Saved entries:
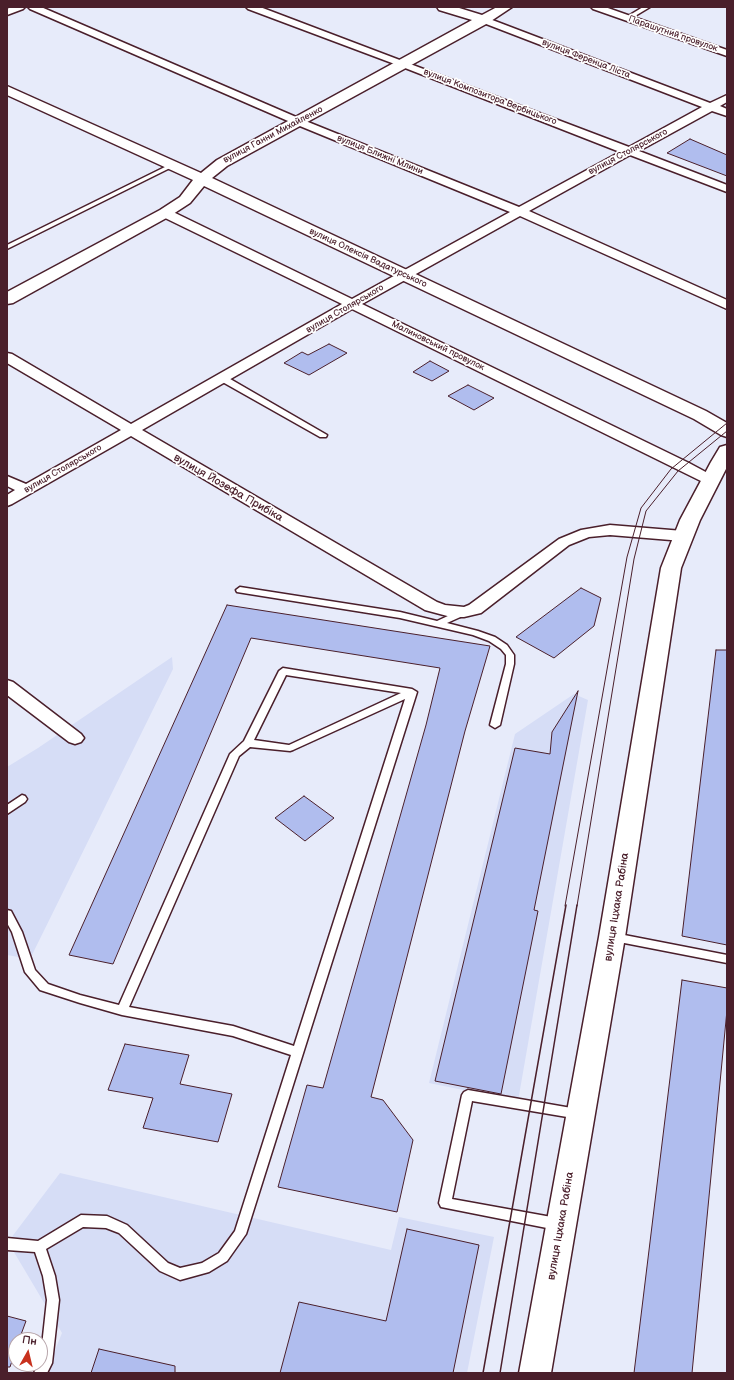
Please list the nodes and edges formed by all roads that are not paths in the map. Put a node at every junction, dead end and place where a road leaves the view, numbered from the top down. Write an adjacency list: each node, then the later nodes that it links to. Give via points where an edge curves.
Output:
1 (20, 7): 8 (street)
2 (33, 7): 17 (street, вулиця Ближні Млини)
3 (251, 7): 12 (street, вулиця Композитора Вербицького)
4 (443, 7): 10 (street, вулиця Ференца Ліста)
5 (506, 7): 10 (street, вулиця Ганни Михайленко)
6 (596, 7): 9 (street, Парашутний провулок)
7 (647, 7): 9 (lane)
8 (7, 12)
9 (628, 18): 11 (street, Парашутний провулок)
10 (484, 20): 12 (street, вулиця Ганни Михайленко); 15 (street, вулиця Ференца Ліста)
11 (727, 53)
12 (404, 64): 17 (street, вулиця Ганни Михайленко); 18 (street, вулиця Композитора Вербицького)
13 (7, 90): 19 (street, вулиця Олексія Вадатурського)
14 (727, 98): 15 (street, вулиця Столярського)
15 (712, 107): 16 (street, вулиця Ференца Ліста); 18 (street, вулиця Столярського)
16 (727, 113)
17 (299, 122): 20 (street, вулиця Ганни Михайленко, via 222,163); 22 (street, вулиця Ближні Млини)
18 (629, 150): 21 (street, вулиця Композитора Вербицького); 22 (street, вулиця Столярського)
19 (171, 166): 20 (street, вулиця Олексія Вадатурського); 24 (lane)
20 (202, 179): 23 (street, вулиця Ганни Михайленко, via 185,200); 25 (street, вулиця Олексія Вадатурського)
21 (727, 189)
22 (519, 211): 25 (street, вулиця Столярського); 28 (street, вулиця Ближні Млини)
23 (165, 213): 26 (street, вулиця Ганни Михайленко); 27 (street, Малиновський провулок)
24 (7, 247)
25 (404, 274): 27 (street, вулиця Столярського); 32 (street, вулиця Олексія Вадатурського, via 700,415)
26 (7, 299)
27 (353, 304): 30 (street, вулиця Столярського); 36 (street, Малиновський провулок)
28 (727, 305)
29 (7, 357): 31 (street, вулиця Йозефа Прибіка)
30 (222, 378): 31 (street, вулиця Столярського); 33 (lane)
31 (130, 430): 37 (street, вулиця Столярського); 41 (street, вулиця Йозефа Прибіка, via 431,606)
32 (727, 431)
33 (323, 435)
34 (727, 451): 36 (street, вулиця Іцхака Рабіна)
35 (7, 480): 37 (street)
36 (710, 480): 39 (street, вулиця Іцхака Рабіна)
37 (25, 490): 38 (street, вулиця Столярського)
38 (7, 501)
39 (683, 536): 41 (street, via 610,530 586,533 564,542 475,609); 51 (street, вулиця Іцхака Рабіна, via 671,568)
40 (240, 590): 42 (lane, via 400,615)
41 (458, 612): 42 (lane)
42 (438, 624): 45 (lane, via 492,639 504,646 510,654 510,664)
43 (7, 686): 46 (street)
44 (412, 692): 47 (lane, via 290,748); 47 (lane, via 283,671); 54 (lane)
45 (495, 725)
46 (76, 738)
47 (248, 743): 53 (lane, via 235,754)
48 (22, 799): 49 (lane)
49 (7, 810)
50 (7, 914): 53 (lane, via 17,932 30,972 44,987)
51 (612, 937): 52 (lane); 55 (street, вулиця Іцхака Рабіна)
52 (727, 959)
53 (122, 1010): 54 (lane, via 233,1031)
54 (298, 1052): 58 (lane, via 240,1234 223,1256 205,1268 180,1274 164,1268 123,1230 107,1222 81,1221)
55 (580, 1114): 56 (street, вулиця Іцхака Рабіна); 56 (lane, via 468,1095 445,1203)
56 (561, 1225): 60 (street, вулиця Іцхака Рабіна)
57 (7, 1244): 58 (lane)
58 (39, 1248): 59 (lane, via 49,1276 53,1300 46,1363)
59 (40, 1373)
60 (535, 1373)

What is required: Determine how many lines above have the string "Столярського" and output nothing besides the count.

Task response: 9